Where the string "rule" shows up in a line of the records, copy that line.

* [PROVIDED MATERIAL]
[Start of section]
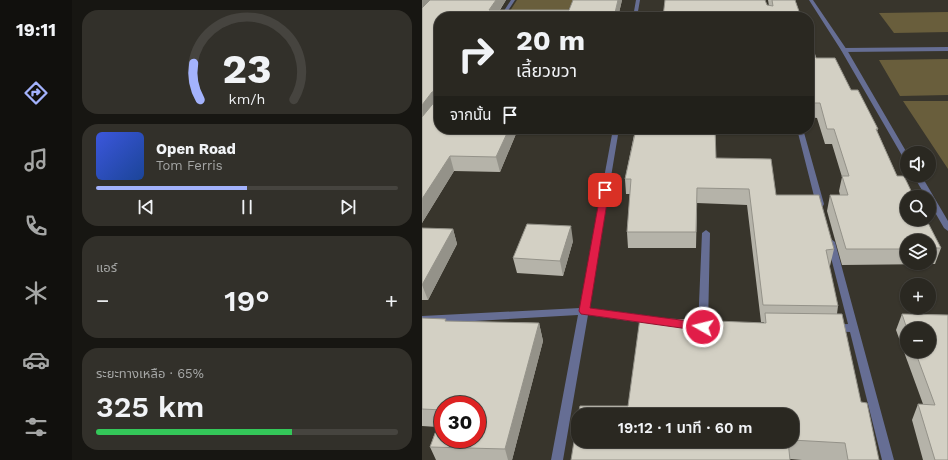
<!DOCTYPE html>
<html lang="th">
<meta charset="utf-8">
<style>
:root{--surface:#2a2821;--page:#32302a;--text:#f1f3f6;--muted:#a5a6a5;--line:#46443f;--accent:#a3b2fc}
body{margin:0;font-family:"Work Sans","Noto Sans Thai",sans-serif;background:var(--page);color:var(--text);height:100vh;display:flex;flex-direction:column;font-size:15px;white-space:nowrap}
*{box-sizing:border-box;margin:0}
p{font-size:13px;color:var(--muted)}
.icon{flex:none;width:22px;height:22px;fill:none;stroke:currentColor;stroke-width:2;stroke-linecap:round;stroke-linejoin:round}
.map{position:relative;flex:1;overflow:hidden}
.panel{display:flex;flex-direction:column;gap:10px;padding:10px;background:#171612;width:350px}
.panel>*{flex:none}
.top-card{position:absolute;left:12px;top:12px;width:380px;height:122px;border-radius:16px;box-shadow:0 1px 3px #0004,0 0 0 1px var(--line);background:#2a2821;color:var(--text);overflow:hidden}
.buttons{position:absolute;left:478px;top:146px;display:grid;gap:8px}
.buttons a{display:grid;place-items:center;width:36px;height:36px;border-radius:50%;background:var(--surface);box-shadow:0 1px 3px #0004,0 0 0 1px var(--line);font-size:20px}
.speed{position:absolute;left:12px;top:396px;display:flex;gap:8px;font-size:20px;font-weight:700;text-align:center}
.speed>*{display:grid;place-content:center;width:52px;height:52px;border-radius:50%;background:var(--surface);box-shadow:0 1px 3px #0004,0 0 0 1px var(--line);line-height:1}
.speed .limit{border:6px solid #d22;background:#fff;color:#111}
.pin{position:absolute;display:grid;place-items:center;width:34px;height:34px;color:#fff;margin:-17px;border-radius:8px;box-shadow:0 2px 6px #0006}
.me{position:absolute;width:44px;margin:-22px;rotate:278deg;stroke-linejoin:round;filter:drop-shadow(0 0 3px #0008)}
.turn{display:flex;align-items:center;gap:14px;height:84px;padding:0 16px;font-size:18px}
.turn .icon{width:52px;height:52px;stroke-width:2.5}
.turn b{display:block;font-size:28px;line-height:34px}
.then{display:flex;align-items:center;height:38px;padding:0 16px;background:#0003;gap:8px;font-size:15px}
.big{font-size:30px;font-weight:600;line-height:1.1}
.panel .card{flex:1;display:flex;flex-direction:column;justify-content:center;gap:6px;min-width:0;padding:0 14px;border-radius:16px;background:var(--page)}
.panel .dial{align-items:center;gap:0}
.dial svg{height:104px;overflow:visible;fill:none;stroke:var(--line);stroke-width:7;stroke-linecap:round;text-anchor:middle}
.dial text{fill:var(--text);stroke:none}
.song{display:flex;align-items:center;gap:12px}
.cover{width:48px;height:48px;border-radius:6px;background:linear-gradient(135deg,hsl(230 70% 55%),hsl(220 70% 35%))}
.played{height:4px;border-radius:2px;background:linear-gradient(90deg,var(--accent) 50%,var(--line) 50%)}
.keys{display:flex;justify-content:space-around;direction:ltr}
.heat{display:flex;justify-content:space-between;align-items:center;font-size:22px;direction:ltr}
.charge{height:6px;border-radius:3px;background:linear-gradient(90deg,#34c759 65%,var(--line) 0)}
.trip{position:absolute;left:149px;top:408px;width:228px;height:40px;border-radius:16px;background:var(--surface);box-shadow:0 1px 3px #0004,0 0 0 1px var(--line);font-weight:600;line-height:40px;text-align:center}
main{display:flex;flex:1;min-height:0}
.menu{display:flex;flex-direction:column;width:72px;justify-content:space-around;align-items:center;background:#11100d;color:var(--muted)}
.menu .icon{width:28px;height:28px}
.menu .on{color:var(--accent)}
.menu b{font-size:18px;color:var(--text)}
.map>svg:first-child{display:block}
.green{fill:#695e3c}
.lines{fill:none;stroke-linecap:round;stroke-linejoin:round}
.service{fill:#666e94;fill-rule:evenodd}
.minor{fill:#666e94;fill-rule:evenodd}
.wall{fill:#b5b3a9;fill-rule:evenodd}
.shaded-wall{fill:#949289}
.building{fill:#d3d0c4;stroke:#949289}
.route{fill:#e11d48;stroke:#92132f}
</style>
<main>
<nav class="menu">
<b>19:11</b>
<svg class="icon on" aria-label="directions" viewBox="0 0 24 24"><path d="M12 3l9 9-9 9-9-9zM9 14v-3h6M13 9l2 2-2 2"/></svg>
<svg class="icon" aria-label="music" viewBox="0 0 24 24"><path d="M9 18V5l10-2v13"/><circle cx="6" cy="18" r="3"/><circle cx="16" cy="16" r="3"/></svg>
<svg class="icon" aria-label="phone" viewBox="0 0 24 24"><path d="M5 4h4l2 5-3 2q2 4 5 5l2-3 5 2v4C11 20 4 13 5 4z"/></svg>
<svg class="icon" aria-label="climate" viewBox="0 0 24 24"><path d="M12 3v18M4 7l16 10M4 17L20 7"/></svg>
<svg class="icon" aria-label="car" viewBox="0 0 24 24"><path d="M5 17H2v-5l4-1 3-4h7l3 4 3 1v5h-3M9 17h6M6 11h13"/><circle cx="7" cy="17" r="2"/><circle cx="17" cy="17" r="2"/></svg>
<svg class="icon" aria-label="filters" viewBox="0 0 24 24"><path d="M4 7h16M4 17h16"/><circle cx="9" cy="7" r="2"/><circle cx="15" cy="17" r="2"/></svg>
</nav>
<section class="panel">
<div class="card dial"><svg viewBox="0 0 100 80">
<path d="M14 69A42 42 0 1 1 86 69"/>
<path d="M14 69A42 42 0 0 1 9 41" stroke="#a3b2fc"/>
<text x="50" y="56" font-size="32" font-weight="700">23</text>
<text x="50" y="72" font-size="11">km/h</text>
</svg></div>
<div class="card">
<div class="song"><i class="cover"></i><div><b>Open Road</b><p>Tom Ferris</p></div></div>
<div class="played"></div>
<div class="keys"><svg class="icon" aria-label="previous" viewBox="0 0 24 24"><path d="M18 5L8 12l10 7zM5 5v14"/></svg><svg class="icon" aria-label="pause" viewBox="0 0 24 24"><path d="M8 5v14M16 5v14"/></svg><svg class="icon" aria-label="next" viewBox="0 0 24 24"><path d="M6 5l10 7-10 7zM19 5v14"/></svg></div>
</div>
<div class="card"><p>แอร์</p>
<div class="heat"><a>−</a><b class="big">19°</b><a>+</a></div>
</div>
<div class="card"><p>ระยะทางเหลือ · 65%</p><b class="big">325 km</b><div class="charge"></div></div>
</section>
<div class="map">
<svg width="526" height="460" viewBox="0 0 526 460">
<rect width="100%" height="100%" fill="#38352c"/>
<path class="green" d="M95,0H151L143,17H84Z
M526,12V32L472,33L457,13Z
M526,59V95L478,96L457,60Z
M481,101H526V169Z"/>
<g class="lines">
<path class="service" d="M526,47V51L422,52L419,50L422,48Z
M284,230L288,233L286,327L284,330L281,331L278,330L276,327L280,233Z"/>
<path class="minor" d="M89,0H93L82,17H78Z
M214,0H218L215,17H211Z
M387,0H391L425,50L485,153V161L482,159L419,50Z
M191,129H197L167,308L228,316L231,317L233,320L231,323L228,324L166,315L141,460H129L156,315L0,324V316L158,308Z
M375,129H381L402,204L401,206H395L394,204Z
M491,175H499L526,221V231L522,228L507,202V197H504Z
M409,239L413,242L472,460H460L428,332L408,331L406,328L408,325L426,324L405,242Z"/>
</g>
<path class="wall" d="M0,0H84L78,10H147L200,0L196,17H17L96,129L78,172L32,171L0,223Z
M346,0H373L379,17L345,5L347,6Z
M387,38L394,58L429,90L456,129L455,131L475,176L519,248L513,264L420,265L405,211L408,195H418L417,191L420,177L410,144H403L395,118L387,117ZM485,241L507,248V263H485Z
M211,129H293L294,158L354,195L412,249L408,266H407L416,306L415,314L439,402L457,460H380L368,459L156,441H370V415L206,406L342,323V322H339L325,205L275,203L274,248H206L205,232L208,194H204L203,179L212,135H211Z
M0,228L31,229L35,244L6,300H0Z
M151,241L141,276L95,273L91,258Z
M480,314L526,315V460H501L490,420L496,404H501L474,330ZM485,329L507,351H485Z
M0,318L25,321L117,323L121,341L90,460H14L8,447L15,427L0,426ZM21,405L55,439H21Z"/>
<path class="shaded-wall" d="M0,0H14L0,16Z
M74,0H84L73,17L67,10Z
M196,0H200L196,17H192Z
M14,91L17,101L0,125V105L10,92Z
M87,129H96L78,172L74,157Z
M28,156L32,171L0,223V199Z
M149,226L151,241L141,276L138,261Z
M31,229L35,244L6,300L0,285Z
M117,323L121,341L90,460H86L83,449Z"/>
<path class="building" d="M8,0H74L67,10H147L151,0H196L192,17H17V129H87L74,157L28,156L0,199V117L14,100V91L10,92L0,105V8Z
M243,0H343L345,5L351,6L350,0H373L379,17H241Z
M387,38L394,58H413L429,90H436L456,129H454L475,176H482L492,197H485V219H504L519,248H507V241H485V249H424L408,195H426L420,176H427L412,129H405L398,103H387Z
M214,129H293L294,158L349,159L354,195H397L412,249L404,250L416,306L341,305L327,189L275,188L274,232H205L209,179H203Z
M105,224L149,226L138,261L91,258Z
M0,228L31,229L0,285Z
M343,313L420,314L439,402L445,403L457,460H426L423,443L370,440V415H156L158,406H206L218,318L344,323Z
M480,314L526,315V460H513L496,404L513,405L493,351H507V329H485Z
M0,318L24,319L23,321L117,323L83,449L8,447L21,412V439H55V405H21V410L0,409Z
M156,417V441H366L368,460H149Z"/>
<path class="route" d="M183,187L187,190L168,308L281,323L285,324L286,327L285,330L281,331L159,314L157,311L179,190Z"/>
</svg>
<div class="buttons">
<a><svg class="icon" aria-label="sound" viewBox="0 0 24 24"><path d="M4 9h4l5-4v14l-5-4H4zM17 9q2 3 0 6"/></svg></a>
<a><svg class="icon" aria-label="search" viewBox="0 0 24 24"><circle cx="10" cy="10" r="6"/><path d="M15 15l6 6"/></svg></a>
<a><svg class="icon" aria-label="layers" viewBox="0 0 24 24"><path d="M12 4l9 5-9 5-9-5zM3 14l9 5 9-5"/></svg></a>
<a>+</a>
<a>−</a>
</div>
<div class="speed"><div class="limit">30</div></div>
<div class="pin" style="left:183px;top:190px;background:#d93025"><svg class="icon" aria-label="arrive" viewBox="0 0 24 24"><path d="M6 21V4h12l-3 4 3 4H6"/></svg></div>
<svg class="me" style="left:281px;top:327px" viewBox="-20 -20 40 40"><circle r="17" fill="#e11d48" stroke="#fff" stroke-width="3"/><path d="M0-11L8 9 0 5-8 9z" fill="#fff"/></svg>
<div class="trip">19:12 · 1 นาที · 60 m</div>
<div class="top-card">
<div class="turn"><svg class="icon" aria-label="right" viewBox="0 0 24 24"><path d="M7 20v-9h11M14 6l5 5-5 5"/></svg><div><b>20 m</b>เลี้ยวขวา</div></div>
<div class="then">จากนั้น<svg class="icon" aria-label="arrive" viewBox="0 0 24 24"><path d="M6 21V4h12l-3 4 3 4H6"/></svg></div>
</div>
</div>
</main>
[End of section]
* [RESULT FOR THIS TASK]
.service{fill:#666e94;fill-rule:evenodd}
.minor{fill:#666e94;fill-rule:evenodd}
.wall{fill:#b5b3a9;fill-rule:evenodd}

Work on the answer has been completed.